[[ MATERIAL FOR THIS TASK, beginning ]]

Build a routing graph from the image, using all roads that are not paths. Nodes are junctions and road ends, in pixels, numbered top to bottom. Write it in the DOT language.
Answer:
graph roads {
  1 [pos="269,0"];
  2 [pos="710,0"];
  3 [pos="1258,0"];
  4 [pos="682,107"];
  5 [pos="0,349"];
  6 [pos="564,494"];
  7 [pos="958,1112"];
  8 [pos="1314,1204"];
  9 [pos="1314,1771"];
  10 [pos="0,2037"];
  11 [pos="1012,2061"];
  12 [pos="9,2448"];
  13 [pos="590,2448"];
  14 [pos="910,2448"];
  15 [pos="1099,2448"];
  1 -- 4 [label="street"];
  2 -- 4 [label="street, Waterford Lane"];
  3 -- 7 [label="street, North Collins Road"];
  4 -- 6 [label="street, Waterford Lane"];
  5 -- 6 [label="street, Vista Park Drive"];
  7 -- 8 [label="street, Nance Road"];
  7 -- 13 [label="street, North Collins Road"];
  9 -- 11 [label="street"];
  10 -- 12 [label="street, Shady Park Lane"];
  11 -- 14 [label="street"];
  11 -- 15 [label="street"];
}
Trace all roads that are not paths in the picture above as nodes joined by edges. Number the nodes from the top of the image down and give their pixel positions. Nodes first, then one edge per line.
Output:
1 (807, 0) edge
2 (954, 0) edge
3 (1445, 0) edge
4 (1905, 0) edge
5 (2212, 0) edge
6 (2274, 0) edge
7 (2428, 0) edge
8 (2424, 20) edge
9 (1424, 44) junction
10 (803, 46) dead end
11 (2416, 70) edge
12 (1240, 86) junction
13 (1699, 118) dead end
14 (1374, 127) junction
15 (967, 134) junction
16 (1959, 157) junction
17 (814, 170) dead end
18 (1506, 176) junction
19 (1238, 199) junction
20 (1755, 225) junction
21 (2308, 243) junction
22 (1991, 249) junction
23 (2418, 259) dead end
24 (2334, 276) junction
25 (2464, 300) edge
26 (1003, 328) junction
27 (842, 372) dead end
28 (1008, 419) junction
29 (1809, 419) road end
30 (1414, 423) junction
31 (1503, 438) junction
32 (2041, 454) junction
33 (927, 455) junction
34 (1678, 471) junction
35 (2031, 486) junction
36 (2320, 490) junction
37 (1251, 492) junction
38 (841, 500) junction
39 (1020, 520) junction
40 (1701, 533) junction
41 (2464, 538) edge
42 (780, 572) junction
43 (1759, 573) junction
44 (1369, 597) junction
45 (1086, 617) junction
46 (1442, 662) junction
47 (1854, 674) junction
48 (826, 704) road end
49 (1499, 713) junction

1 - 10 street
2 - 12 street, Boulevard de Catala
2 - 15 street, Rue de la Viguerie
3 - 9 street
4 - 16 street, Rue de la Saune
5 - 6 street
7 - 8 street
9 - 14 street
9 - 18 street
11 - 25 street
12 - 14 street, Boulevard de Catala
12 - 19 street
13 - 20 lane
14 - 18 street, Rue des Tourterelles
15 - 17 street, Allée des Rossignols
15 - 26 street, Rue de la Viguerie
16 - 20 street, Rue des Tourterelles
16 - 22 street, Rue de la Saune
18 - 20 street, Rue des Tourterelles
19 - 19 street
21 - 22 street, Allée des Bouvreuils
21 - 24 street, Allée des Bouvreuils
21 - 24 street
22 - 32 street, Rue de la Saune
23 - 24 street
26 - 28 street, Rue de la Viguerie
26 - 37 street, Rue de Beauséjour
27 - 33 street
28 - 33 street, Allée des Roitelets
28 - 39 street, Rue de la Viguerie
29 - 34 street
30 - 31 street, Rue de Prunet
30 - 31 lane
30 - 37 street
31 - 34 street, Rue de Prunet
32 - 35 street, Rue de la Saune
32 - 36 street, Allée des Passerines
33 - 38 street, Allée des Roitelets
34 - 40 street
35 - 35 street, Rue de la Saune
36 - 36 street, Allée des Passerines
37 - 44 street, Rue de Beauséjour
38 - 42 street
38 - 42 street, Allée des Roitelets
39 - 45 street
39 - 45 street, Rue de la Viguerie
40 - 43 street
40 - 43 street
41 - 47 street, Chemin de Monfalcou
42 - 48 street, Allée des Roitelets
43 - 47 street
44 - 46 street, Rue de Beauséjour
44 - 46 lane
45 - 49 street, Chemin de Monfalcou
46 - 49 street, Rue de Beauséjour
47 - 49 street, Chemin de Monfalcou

[[ MATERIAL FOR THIS TASK, end ]]

--- WORK TO COMPLETE ---
Reproduce all the records. Keep them exact, please.

--- REPLY TO THE EXERCISE ---
Build a routing graph from the image, using all roads that are not paths. Nodes are junctions and road ends, in pixels, numbered top to bottom. Write it in the DOT language.
Answer:
graph roads {
  1 [pos="269,0"];
  2 [pos="710,0"];
  3 [pos="1258,0"];
  4 [pos="682,107"];
  5 [pos="0,349"];
  6 [pos="564,494"];
  7 [pos="958,1112"];
  8 [pos="1314,1204"];
  9 [pos="1314,1771"];
  10 [pos="0,2037"];
  11 [pos="1012,2061"];
  12 [pos="9,2448"];
  13 [pos="590,2448"];
  14 [pos="910,2448"];
  15 [pos="1099,2448"];
  1 -- 4 [label="street"];
  2 -- 4 [label="street, Waterford Lane"];
  3 -- 7 [label="street, North Collins Road"];
  4 -- 6 [label="street, Waterford Lane"];
  5 -- 6 [label="street, Vista Park Drive"];
  7 -- 8 [label="street, Nance Road"];
  7 -- 13 [label="street, North Collins Road"];
  9 -- 11 [label="street"];
  10 -- 12 [label="street, Shady Park Lane"];
  11 -- 14 [label="street"];
  11 -- 15 [label="street"];
}
Trace all roads that are not paths in the picture above as nodes joined by edges. Number the nodes from the top of the image down and give their pixel positions. Nodes first, then one edge per line.
Output:
1 (807, 0) edge
2 (954, 0) edge
3 (1445, 0) edge
4 (1905, 0) edge
5 (2212, 0) edge
6 (2274, 0) edge
7 (2428, 0) edge
8 (2424, 20) edge
9 (1424, 44) junction
10 (803, 46) dead end
11 (2416, 70) edge
12 (1240, 86) junction
13 (1699, 118) dead end
14 (1374, 127) junction
15 (967, 134) junction
16 (1959, 157) junction
17 (814, 170) dead end
18 (1506, 176) junction
19 (1238, 199) junction
20 (1755, 225) junction
21 (2308, 243) junction
22 (1991, 249) junction
23 (2418, 259) dead end
24 (2334, 276) junction
25 (2464, 300) edge
26 (1003, 328) junction
27 (842, 372) dead end
28 (1008, 419) junction
29 (1809, 419) road end
30 (1414, 423) junction
31 (1503, 438) junction
32 (2041, 454) junction
33 (927, 455) junction
34 (1678, 471) junction
35 (2031, 486) junction
36 (2320, 490) junction
37 (1251, 492) junction
38 (841, 500) junction
39 (1020, 520) junction
40 (1701, 533) junction
41 (2464, 538) edge
42 (780, 572) junction
43 (1759, 573) junction
44 (1369, 597) junction
45 (1086, 617) junction
46 (1442, 662) junction
47 (1854, 674) junction
48 (826, 704) road end
49 (1499, 713) junction

1 - 10 street
2 - 12 street, Boulevard de Catala
2 - 15 street, Rue de la Viguerie
3 - 9 street
4 - 16 street, Rue de la Saune
5 - 6 street
7 - 8 street
9 - 14 street
9 - 18 street
11 - 25 street
12 - 14 street, Boulevard de Catala
12 - 19 street
13 - 20 lane
14 - 18 street, Rue des Tourterelles
15 - 17 street, Allée des Rossignols
15 - 26 street, Rue de la Viguerie
16 - 20 street, Rue des Tourterelles
16 - 22 street, Rue de la Saune
18 - 20 street, Rue des Tourterelles
19 - 19 street
21 - 22 street, Allée des Bouvreuils
21 - 24 street, Allée des Bouvreuils
21 - 24 street
22 - 32 street, Rue de la Saune
23 - 24 street
26 - 28 street, Rue de la Viguerie
26 - 37 street, Rue de Beauséjour
27 - 33 street
28 - 33 street, Allée des Roitelets
28 - 39 street, Rue de la Viguerie
29 - 34 street
30 - 31 street, Rue de Prunet
30 - 31 lane
30 - 37 street
31 - 34 street, Rue de Prunet
32 - 35 street, Rue de la Saune
32 - 36 street, Allée des Passerines
33 - 38 street, Allée des Roitelets
34 - 40 street
35 - 35 street, Rue de la Saune
36 - 36 street, Allée des Passerines
37 - 44 street, Rue de Beauséjour
38 - 42 street
38 - 42 street, Allée des Roitelets
39 - 45 street
39 - 45 street, Rue de la Viguerie
40 - 43 street
40 - 43 street
41 - 47 street, Chemin de Monfalcou
42 - 48 street, Allée des Roitelets
43 - 47 street
44 - 46 street, Rue de Beauséjour
44 - 46 lane
45 - 49 street, Chemin de Monfalcou
46 - 49 street, Rue de Beauséjour
47 - 49 street, Chemin de Monfalcou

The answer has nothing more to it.